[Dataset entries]
- Opening Delimiter -

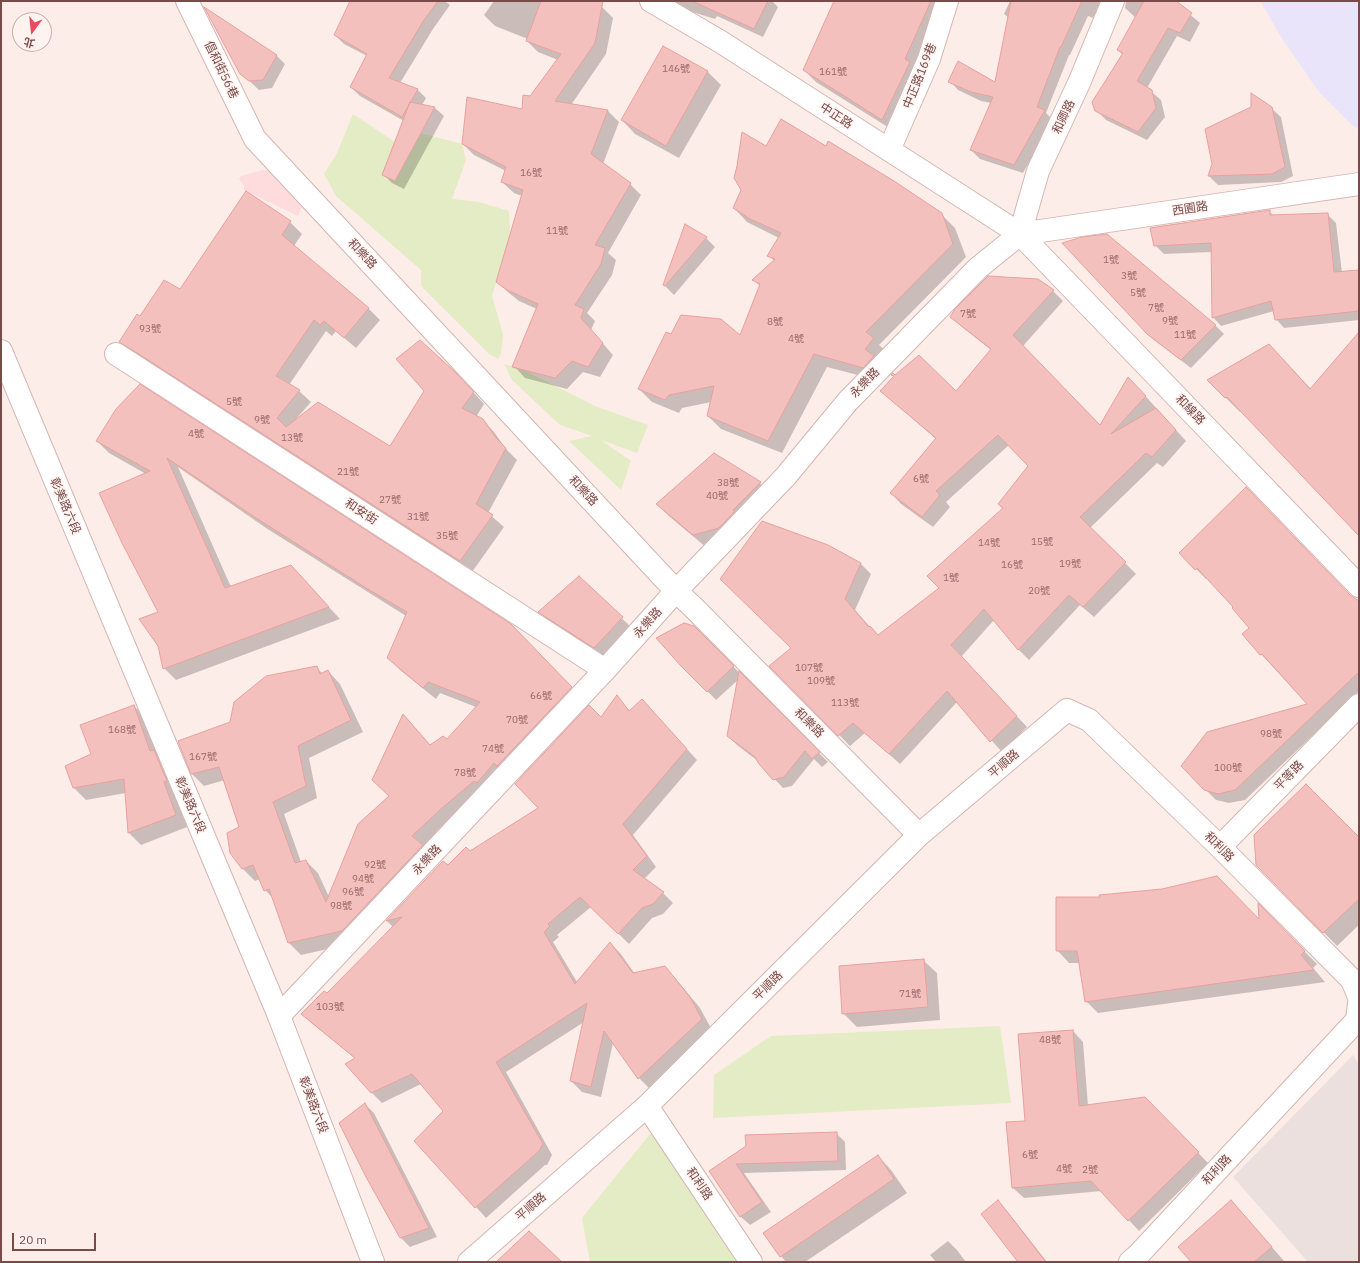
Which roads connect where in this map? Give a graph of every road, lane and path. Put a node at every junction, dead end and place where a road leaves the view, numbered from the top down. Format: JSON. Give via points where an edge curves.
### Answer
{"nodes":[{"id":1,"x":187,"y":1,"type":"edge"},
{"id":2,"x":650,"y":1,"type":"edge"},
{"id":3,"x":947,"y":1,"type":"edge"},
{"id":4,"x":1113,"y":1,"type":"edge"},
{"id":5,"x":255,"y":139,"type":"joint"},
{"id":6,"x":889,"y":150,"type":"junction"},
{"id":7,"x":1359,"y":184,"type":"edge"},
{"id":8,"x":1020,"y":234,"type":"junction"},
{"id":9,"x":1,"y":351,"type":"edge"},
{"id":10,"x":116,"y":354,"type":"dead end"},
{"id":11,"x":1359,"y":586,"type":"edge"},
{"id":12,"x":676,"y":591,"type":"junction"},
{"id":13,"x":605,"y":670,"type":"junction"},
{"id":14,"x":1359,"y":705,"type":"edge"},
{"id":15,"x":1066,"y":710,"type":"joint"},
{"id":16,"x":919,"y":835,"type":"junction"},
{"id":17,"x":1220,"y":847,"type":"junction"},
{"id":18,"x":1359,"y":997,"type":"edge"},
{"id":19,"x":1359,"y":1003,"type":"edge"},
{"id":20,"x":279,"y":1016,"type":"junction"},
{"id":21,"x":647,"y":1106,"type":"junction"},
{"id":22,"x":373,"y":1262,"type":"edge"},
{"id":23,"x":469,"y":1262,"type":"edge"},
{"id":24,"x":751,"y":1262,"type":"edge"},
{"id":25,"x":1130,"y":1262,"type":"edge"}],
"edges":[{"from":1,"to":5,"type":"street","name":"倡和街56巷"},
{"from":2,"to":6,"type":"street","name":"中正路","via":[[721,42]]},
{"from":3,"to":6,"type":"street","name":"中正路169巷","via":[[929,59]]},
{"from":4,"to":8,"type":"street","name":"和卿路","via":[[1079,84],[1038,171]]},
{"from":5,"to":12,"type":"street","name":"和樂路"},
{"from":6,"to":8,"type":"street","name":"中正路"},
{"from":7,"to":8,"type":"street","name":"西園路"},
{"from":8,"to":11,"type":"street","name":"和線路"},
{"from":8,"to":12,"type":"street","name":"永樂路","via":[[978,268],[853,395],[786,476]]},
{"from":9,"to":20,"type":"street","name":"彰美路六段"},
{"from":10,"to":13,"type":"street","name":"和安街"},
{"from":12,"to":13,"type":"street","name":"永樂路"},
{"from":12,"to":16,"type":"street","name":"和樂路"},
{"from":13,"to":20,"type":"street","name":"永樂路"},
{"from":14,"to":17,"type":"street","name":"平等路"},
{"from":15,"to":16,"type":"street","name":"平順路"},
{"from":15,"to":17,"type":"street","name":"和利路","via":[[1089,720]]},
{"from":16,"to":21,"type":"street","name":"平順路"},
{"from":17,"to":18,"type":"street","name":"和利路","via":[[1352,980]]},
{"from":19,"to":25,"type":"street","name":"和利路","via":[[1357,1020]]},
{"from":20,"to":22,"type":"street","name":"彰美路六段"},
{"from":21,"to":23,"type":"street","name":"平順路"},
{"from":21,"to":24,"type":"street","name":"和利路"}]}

- Closing Delimiter -

= The problem =
Copy each entry above exactly; drop the pictures.

= Expected answer =
Which roads connect where in this map? Give a graph of every road, lane and path. Put a node at every junction, dead end and place where a road leaves the view, numbered from the top down. Format: JSON. Give via points where an edge curves.
### Answer
{"nodes":[{"id":1,"x":187,"y":1,"type":"edge"},
{"id":2,"x":650,"y":1,"type":"edge"},
{"id":3,"x":947,"y":1,"type":"edge"},
{"id":4,"x":1113,"y":1,"type":"edge"},
{"id":5,"x":255,"y":139,"type":"joint"},
{"id":6,"x":889,"y":150,"type":"junction"},
{"id":7,"x":1359,"y":184,"type":"edge"},
{"id":8,"x":1020,"y":234,"type":"junction"},
{"id":9,"x":1,"y":351,"type":"edge"},
{"id":10,"x":116,"y":354,"type":"dead end"},
{"id":11,"x":1359,"y":586,"type":"edge"},
{"id":12,"x":676,"y":591,"type":"junction"},
{"id":13,"x":605,"y":670,"type":"junction"},
{"id":14,"x":1359,"y":705,"type":"edge"},
{"id":15,"x":1066,"y":710,"type":"joint"},
{"id":16,"x":919,"y":835,"type":"junction"},
{"id":17,"x":1220,"y":847,"type":"junction"},
{"id":18,"x":1359,"y":997,"type":"edge"},
{"id":19,"x":1359,"y":1003,"type":"edge"},
{"id":20,"x":279,"y":1016,"type":"junction"},
{"id":21,"x":647,"y":1106,"type":"junction"},
{"id":22,"x":373,"y":1262,"type":"edge"},
{"id":23,"x":469,"y":1262,"type":"edge"},
{"id":24,"x":751,"y":1262,"type":"edge"},
{"id":25,"x":1130,"y":1262,"type":"edge"}],
"edges":[{"from":1,"to":5,"type":"street","name":"倡和街56巷"},
{"from":2,"to":6,"type":"street","name":"中正路","via":[[721,42]]},
{"from":3,"to":6,"type":"street","name":"中正路169巷","via":[[929,59]]},
{"from":4,"to":8,"type":"street","name":"和卿路","via":[[1079,84],[1038,171]]},
{"from":5,"to":12,"type":"street","name":"和樂路"},
{"from":6,"to":8,"type":"street","name":"中正路"},
{"from":7,"to":8,"type":"street","name":"西園路"},
{"from":8,"to":11,"type":"street","name":"和線路"},
{"from":8,"to":12,"type":"street","name":"永樂路","via":[[978,268],[853,395],[786,476]]},
{"from":9,"to":20,"type":"street","name":"彰美路六段"},
{"from":10,"to":13,"type":"street","name":"和安街"},
{"from":12,"to":13,"type":"street","name":"永樂路"},
{"from":12,"to":16,"type":"street","name":"和樂路"},
{"from":13,"to":20,"type":"street","name":"永樂路"},
{"from":14,"to":17,"type":"street","name":"平等路"},
{"from":15,"to":16,"type":"street","name":"平順路"},
{"from":15,"to":17,"type":"street","name":"和利路","via":[[1089,720]]},
{"from":16,"to":21,"type":"street","name":"平順路"},
{"from":17,"to":18,"type":"street","name":"和利路","via":[[1352,980]]},
{"from":19,"to":25,"type":"street","name":"和利路","via":[[1357,1020]]},
{"from":20,"to":22,"type":"street","name":"彰美路六段"},
{"from":21,"to":23,"type":"street","name":"平順路"},
{"from":21,"to":24,"type":"street","name":"和利路"}]}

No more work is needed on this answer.